The convention also included sharing experiences and photographs of the recent pilgrimage trip to China, exhibits and workshops by individual chapters, a casual night of entertainment, and the appointment of new chapter presidents.

Marriage of Kevin Hsieh and Wendy Wong

On Tuesday, November 26, Kevin Hsieh and Wendy Wang tied the knot at the Chan Meditation Center. Kevin and his mother, Mrs. Kao Liu-chih are long-time members and volunteers of the center. For many years Kevin worked as the center's official photographer and computer liaison.

Kevin wanted a simple Buddhist wedding at the center to be officiated by Master Sheng Yen. With less than two weeks' notice the date was set to fit into Shifu's busy schedule and arrangements were quickly made. Mrs. Kao hurried back from Taiwan, where she had been visiting.

Closed to a hundred guests, mostly center members, attended this happy occasion. The Chan hall was decorated festively with red ribbons, lanterns and a runner for the bridal party. Shifu offered a short talk to the couple and bestowed blessings on them, and a simple reception followed with food prepared by volunteers.

May Kevin and Wendy be blessed with good health and happiness!

Chanting and Chan Retreat

The Chan Meditation Center inaugurated its first Chanting and Chan Retreat at the Dharma Drum Retreat Center September 27-29. The two-day retreat, sponsored by the Monday night chanting group, which has been meeting for chanting practice for the last six years, was attended by forty participants, mostly regulars of the group. Guo Xiang Fa Shi supervised the retreat and Guo Chen Shi led the chanting.

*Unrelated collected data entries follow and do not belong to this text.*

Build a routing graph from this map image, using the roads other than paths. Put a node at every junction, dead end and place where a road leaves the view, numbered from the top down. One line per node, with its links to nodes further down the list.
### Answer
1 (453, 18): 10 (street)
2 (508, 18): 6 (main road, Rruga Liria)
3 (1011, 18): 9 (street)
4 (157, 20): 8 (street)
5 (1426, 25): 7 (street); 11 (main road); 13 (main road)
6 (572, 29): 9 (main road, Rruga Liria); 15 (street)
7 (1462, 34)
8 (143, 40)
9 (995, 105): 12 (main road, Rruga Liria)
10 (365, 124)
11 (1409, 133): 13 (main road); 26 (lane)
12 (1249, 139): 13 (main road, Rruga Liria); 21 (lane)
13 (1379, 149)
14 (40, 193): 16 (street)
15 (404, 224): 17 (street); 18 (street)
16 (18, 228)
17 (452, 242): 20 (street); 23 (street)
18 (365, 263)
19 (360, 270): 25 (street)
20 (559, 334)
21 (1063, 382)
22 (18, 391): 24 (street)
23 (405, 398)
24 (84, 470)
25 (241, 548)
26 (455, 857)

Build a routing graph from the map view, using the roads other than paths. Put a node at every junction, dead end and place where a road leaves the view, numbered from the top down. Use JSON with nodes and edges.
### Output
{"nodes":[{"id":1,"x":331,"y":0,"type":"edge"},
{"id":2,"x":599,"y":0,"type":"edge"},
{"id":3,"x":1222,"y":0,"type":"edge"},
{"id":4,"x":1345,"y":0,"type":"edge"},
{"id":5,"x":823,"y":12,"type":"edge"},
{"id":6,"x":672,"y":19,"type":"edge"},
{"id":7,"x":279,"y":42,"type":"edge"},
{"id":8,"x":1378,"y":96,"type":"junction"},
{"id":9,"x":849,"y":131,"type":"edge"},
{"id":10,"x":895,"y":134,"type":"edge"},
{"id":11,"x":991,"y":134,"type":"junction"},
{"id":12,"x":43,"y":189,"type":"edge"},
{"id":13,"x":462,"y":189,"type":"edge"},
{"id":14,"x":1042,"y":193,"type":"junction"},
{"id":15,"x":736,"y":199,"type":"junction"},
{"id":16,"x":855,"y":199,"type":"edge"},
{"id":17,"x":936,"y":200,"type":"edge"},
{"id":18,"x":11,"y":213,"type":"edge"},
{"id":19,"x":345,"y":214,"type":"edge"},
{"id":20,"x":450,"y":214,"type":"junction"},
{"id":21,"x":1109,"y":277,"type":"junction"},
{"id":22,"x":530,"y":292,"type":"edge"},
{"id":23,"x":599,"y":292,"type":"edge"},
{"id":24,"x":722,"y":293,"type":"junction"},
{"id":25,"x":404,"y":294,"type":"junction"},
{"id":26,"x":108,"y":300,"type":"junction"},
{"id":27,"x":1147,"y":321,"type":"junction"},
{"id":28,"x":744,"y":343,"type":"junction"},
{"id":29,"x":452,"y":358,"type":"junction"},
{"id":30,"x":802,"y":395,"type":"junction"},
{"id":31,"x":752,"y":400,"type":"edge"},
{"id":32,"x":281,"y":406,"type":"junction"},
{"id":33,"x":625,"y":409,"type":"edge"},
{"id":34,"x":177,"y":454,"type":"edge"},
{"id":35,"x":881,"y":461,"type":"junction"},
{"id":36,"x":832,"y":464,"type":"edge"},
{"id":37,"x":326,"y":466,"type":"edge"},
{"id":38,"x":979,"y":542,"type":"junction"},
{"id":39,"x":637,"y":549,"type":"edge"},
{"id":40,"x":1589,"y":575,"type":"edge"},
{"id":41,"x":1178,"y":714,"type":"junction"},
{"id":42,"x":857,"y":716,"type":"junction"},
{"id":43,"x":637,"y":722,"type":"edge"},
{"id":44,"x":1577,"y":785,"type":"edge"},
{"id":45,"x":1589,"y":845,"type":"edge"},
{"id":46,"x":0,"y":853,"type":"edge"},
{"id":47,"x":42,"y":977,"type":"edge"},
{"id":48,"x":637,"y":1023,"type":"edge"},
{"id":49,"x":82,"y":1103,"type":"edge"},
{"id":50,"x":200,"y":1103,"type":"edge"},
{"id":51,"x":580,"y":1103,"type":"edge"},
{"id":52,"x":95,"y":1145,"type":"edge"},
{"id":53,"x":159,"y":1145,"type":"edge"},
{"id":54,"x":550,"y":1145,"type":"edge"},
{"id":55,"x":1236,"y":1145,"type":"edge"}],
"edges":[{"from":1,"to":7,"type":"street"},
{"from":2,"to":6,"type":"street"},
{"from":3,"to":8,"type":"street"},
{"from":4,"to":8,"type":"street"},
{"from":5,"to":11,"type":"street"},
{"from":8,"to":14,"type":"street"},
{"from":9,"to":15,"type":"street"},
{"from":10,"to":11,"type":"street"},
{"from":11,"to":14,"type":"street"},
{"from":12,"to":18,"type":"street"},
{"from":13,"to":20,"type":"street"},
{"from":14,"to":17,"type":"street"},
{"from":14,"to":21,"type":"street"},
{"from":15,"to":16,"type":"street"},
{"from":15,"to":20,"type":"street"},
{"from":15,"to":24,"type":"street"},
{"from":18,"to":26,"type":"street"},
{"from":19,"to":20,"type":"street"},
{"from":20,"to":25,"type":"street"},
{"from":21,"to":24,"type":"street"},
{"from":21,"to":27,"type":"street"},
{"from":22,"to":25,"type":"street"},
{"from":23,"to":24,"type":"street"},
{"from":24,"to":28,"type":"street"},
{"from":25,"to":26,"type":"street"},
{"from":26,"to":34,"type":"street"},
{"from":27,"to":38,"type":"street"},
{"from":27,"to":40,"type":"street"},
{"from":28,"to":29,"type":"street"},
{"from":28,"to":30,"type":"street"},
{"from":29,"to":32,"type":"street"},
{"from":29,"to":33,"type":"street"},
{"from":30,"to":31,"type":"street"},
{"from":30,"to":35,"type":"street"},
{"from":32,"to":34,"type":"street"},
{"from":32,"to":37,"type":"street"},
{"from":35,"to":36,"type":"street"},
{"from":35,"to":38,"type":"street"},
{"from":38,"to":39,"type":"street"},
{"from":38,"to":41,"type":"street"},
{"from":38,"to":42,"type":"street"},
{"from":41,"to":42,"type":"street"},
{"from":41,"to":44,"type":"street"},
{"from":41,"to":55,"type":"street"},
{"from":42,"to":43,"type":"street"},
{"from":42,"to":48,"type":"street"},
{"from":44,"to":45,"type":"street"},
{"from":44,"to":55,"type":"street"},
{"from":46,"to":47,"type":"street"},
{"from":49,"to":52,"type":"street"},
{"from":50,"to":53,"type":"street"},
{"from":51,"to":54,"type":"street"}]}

This unique retreat combined chanting and Chan. Each chanting period consisted of recitation of Amitabha Buddha's name while walking and sitting, followed by a shorter period of sitting meditation, using the method of silently chanting the Buddha's name. The format was similar to that of a regular Chan retreat, with participants remaining silent throughout the retreat and performing daily work assignments. In addition, everyone was encouraged to perform 300 prostrations each day.

Guo Yuan Fa Shi gave short talks, explaining that the practice of chanting, which already existed during Shakyamuni Buddha's time, could lead to the unification of body, mind and environment. He encouraged participants to make good use of the two short days in order to derive the utmost benefit.   

Winter Huatou Retreat

From December 26, 2002-January 5, 2003, Master Sheng Yen held his 100th retreat in the United States. Under a mantle of pristine snow, 57 participants assembling from all over the world-England, Italy, Israel, Poland, Finland, Croatia, Singapore, Taiwan, Canada and all parts of the U.S.-gathered at the Dharma Drum Retreat Center to diligently practice the huatou method under the watchful guidance of Master Sheng Yen: "In the Chan tradition, the huatou is used to shatter one's confusions in order to attain enlightenment. These confusions are the manifestations of all the delusions ordinary sentient beings have. Delusions come from attachments, wandering thoughts and vexations. Therefore, in using the huatou method, one wields the huatou like a diamond sword to shatter these delusions, vexations, wandering thoughts and attachments." (A huatou is an unanswerable question-"Who am I?" and "Who is it dragging this corpse around?" are two famous ones-that one asks oneself repeatedly as a method of meditation. -The editor.)